Entain, which also owns Coral betting shops, added it expects group online gaming revenue for the full year to be down ‘low single digit percent’ on a pro-forma basis.
The company had earlier forecast annual growth in the mid-teens for online gaming revenue, including the acquisitions of STS Holdings and Angstrom Sports, which is expected to close in the second half of 2023.
‘We continue to see good underlying growth in our online business and are reiterating our EBITDA guidance for the year despite softer than expected revenue growth in Q3 and the ongoing roll-out of industry-leading safer gambling measures,’ CEO Jette Nygaard-Andersen said in a statement.
Builders warn of 50,000 fall in new homes
Aviva to buy AIG Life for £460m
Aviva has agreed to acquire the UK protection business of AIG for £460million.
Aviva said on Monday it would buy the unit – known as AIG Life UK – from Corebridge Financial, a New York-listed subsidiary of AIG.
Amanda Blanc, CEO of Aviva, said the deal would strengthen the FTSE 100 company’s position in an attractive market and help position it for ‘capital-light growth’.
The transaction will add 1.3 million individual protection customers and 1.4 million group protection members, Aviva said, with the deal expected to close in the first half of 2024, subject to regulatory approvals.
The deal would represent around a 5 percentage point cut to Aviva’s group solvency II cover ratio, the company said.
Marks & Spencer to sell Adidas and Sweaty Betty online
Marks & Spencer has teamed up with Adidas and Sweaty Betty as it extends its ‘brands’ strategy.
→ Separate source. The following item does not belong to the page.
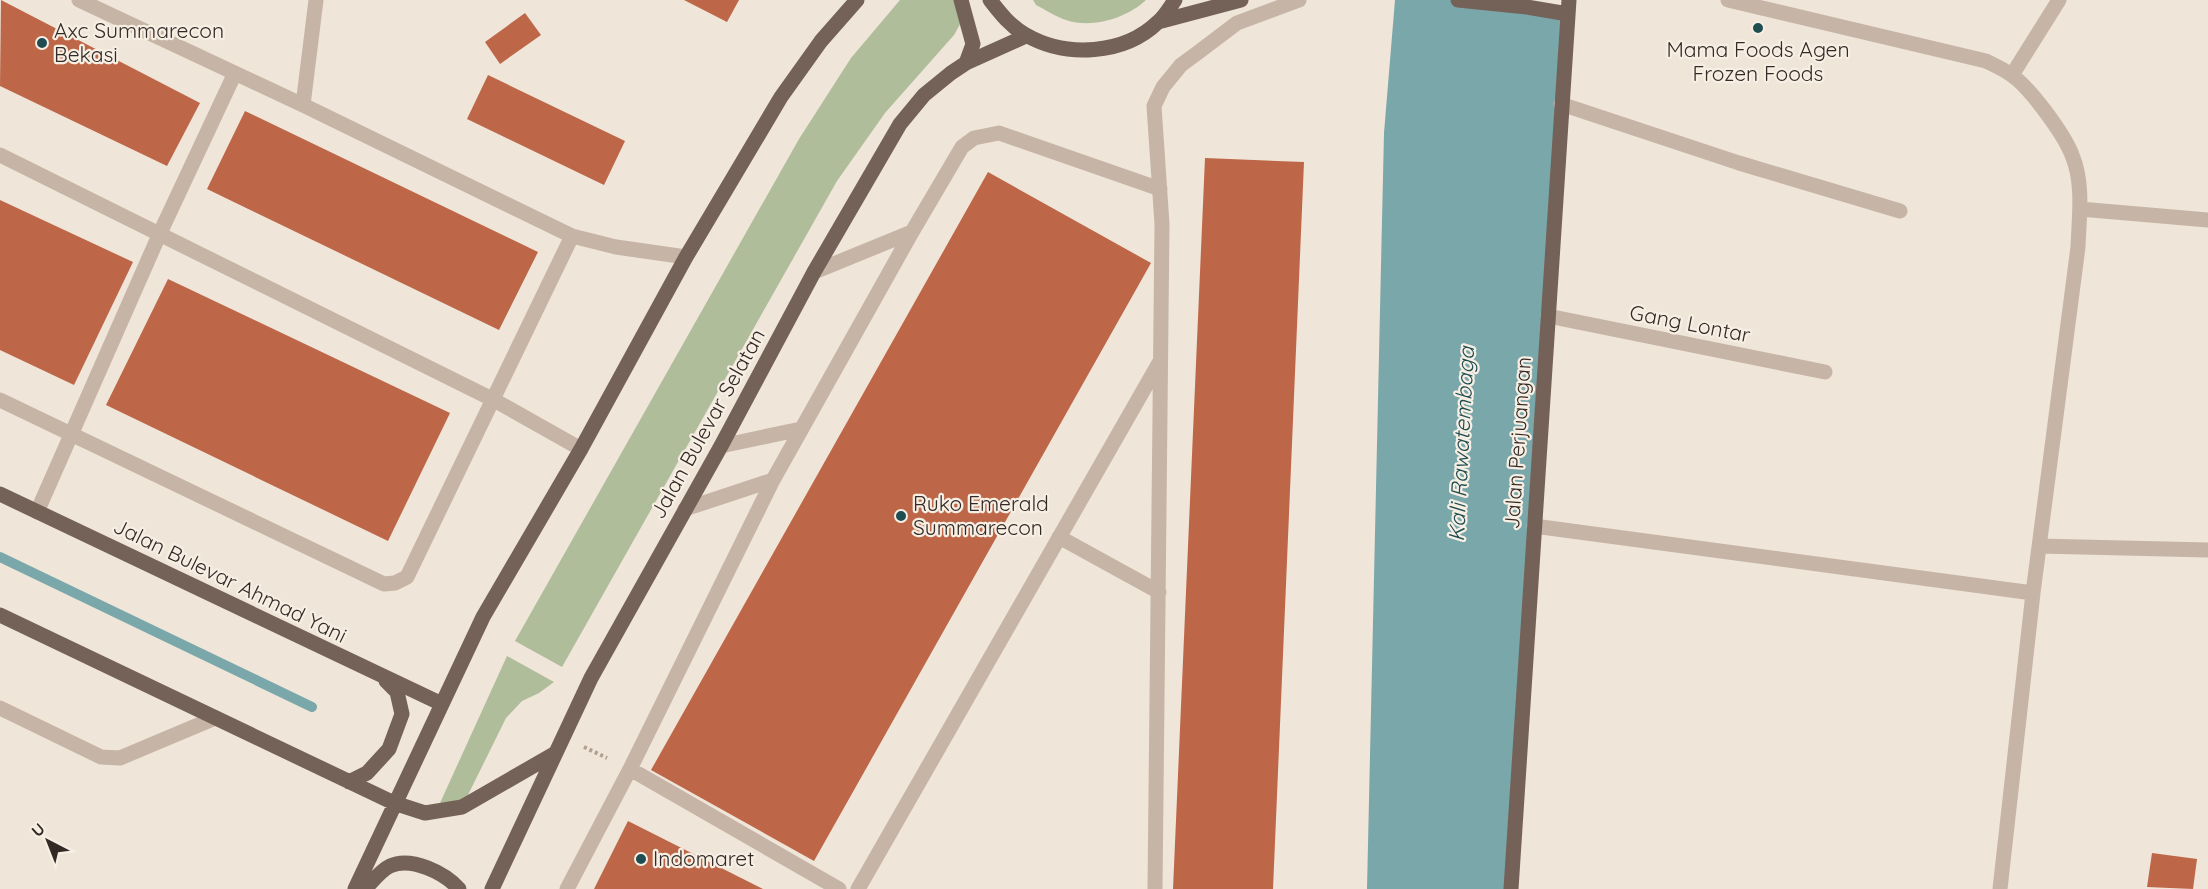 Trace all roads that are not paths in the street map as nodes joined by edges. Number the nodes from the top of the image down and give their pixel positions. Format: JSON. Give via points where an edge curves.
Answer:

More than 150 products across the two sportswear brands will launch on M&S’ dedicated Sports Edit platform in early October.
M&S is hoping to drive online growth by selling third party brands, with upcoming additions including Columbia, Regatta and Sorel.
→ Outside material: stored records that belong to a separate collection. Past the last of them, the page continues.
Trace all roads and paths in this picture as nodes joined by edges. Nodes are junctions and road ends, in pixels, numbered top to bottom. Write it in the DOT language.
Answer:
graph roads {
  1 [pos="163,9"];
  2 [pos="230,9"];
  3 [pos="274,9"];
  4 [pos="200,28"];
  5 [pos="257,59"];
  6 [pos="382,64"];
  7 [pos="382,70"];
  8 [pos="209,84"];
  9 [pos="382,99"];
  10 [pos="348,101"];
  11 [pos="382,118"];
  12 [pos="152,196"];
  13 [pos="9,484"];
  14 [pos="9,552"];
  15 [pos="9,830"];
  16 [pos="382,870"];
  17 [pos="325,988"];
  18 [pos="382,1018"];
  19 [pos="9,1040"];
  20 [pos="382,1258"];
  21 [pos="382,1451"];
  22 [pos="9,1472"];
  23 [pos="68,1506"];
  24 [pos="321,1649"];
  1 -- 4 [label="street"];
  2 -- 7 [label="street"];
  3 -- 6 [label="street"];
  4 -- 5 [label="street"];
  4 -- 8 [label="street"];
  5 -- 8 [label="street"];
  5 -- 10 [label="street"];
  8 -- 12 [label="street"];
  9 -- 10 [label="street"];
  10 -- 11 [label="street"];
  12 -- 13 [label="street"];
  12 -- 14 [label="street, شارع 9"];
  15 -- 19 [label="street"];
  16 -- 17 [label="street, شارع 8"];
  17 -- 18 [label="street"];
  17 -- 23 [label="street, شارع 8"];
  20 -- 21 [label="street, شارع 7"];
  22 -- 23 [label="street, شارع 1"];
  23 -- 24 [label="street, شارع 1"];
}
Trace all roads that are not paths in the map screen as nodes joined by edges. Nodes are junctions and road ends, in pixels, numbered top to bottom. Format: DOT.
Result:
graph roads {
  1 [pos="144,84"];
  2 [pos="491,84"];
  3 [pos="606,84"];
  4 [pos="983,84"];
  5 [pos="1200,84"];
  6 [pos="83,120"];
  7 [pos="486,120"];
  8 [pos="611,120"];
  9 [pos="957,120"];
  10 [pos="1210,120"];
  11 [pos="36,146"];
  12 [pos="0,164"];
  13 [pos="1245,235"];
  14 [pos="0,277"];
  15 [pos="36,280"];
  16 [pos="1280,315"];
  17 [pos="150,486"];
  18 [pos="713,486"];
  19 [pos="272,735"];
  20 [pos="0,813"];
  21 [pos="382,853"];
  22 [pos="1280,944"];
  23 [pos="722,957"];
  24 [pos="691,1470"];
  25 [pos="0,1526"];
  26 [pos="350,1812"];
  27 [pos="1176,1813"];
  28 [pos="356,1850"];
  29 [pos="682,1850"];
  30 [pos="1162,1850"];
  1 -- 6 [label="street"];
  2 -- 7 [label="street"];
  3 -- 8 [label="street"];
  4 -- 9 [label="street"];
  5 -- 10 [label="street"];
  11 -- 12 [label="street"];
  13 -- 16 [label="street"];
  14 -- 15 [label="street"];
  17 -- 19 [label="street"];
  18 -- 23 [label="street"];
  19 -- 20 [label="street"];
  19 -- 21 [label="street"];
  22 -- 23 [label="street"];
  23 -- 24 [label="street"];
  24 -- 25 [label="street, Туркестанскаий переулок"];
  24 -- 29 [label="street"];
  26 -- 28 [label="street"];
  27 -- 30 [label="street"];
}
Cost-of-living crisis drives record Aldi UK sales
Aldi UK delivered record sales of £15.5billion last year, reflecting growth of 17.1 per cent, as the German discounter benefited from the ongoing cost-of-living crisis.
The business said it would invest £1.4billion in the two-year period to the end of 2024.
Giles Hurley, chief executive of Aldi UK and Ireland, said:
‘Although inflation is easing, households are still under real pressure from higher living costs. As a result, Britain is shopping very differently to how it did 18 months ago – fewer trips, more own label products, and switching supermarkets in search of better value.
‘What we’re seeing is a new generation of savvy shoppers who’ve turned their back on traditional, full-price supermarkets in favour of transparent, low prices, which is what we’re famous for. That’s why we’re still welcoming more and more customers through our doors – people who come to us for our low prices but stay for the award-winning quality of our exclusive brands.
‘Shoppers know they’ll always get more for their money at Aldi. That’s a promise we’ve kept for more than 30 years.’